De todos modos, también aparecieron señales que invitan a la prudencia. Antes del anuncio de la tregua se detectaron movimientos muy fuertes en derivados financieros, con apuestas de gran volumen sobre una baja del petróleo y una mejora del S&P 500. Esa actividad llamó la atención porque se produjo minutos antes de conocerse la decisión política y abrió interrogantes sobre posibles filtraciones o uso de información privilegiada. Aunque ese punto todavía no altera la tendencia de fondo, sí agrega ruido a un mercado que viene operando con sensibilidad extrema frente a cualquier novedad.
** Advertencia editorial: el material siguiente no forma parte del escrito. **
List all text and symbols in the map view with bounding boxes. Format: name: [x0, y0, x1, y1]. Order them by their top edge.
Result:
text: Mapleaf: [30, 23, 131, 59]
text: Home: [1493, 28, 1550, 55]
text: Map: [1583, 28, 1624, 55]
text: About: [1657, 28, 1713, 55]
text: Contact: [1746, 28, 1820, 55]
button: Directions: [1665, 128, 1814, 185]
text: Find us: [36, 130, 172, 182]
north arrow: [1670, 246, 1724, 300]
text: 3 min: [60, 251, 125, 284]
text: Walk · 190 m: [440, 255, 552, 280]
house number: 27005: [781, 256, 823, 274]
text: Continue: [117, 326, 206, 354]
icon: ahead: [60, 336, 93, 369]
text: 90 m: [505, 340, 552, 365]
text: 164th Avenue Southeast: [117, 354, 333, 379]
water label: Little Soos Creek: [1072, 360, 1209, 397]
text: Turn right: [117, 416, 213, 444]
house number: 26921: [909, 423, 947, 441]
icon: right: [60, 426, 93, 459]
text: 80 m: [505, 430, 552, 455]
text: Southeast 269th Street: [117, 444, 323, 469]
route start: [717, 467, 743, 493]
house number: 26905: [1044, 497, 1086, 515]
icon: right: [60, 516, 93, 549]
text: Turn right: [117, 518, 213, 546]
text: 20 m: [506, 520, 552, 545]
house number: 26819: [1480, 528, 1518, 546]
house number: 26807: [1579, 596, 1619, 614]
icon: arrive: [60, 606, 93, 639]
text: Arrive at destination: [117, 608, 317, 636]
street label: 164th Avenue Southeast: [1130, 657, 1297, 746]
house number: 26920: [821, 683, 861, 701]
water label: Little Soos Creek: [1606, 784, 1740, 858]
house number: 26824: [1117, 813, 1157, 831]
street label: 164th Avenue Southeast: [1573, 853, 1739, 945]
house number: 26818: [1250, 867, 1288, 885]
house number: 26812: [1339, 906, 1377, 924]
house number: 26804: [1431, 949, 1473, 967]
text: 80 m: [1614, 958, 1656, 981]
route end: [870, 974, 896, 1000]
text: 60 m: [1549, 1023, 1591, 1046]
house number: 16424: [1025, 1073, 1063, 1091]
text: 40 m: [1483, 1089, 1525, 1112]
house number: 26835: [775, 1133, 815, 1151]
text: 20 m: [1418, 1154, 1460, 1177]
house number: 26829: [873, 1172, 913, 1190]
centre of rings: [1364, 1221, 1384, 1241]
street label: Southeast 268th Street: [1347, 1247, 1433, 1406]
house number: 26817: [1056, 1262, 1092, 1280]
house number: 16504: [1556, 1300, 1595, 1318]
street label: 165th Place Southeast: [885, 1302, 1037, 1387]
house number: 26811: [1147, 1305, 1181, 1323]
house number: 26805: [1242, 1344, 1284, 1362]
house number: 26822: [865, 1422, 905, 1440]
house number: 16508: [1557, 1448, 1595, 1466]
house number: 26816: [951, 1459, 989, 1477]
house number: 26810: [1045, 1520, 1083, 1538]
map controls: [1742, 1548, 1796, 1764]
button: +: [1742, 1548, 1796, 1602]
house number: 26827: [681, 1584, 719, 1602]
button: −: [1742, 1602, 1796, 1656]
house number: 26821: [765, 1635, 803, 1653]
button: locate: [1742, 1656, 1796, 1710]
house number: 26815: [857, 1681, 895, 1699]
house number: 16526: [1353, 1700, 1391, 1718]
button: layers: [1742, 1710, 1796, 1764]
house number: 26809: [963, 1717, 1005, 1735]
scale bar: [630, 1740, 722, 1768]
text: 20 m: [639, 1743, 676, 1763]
Por ahora, la foto muestra a Wall Street apoyado en tres pilares: una baja del riesgo geopolítico, un petróleo menos amenazante y el liderazgo de las tecnológicas ligadas a la inteligencia artificial. Mientras esos factores se mantengan, el sesgo puede seguir siendo favorable. Pero la experiencia reciente también deja una advertencia clara: en un contexto tan cambiante, el optimismo puede convivir con episodios bruscos de volatilidad.

Esta nota es de carácter informativo y no constituye una recomendación de inversión ni asesoramiento financiero. Toda decisión de inversión debe ser evaluada según el perfil de riesgo y con asesoramiento profesional, ya que los mercados pueden registrar cambios repentinos.